# EXERCISE DETAILS:
This exercise calls for every record to be returned exactly, with pictures removed.
────
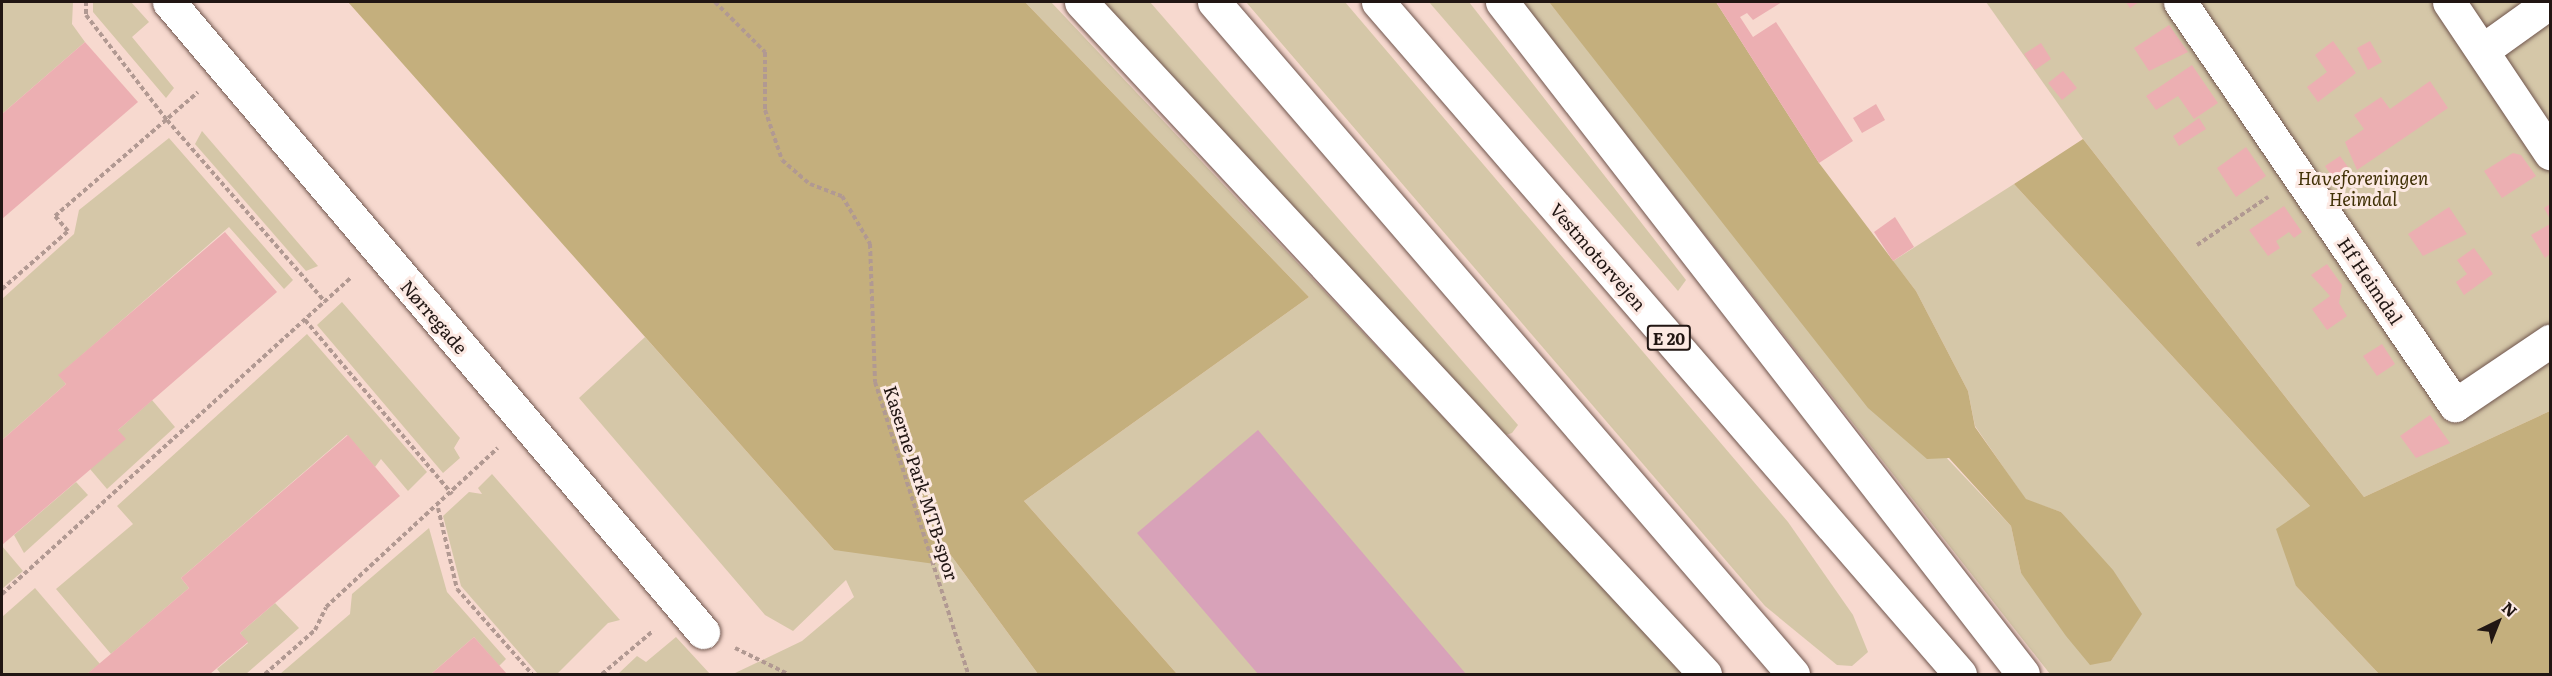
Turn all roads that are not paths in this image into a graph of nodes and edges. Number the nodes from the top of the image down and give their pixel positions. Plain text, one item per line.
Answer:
1 (169, 2) edge
2 (1081, 2) edge
3 (1214, 2) edge
4 (1378, 2) edge
5 (1502, 2) edge
6 (2180, 2) edge
7 (2449, 2) edge
8 (2550, 2) edge
9 (2483, 50) junction
10 (2550, 153) edge
11 (2550, 341) edge
12 (702, 632) road end
13 (1706, 675) edge
14 (1793, 675) edge
15 (1960, 675) edge
16 (2023, 675) edge

1 - 12 main road, Nørregade
2 - 13 main road
3 - 14 main road
4 - 15 main road, Vestmotorvejen / E 20
5 - 16 main road
6 - 11 main road, Hf Heimdal
7 - 9 main road
8 - 9 main road
9 - 10 main road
────
# REPLY TO THE TASK:
Turn all roads that are not paths in this image into a graph of nodes and edges. Number the nodes from the top of the image down and give their pixel positions. Plain text, one item per line.
Answer:
1 (169, 2) edge
2 (1081, 2) edge
3 (1214, 2) edge
4 (1378, 2) edge
5 (1502, 2) edge
6 (2180, 2) edge
7 (2449, 2) edge
8 (2550, 2) edge
9 (2483, 50) junction
10 (2550, 153) edge
11 (2550, 341) edge
12 (702, 632) road end
13 (1706, 675) edge
14 (1793, 675) edge
15 (1960, 675) edge
16 (2023, 675) edge

1 - 12 main road, Nørregade
2 - 13 main road
3 - 14 main road
4 - 15 main road, Vestmotorvejen / E 20
5 - 16 main road
6 - 11 main road, Hf Heimdal
7 - 9 main road
8 - 9 main road
9 - 10 main road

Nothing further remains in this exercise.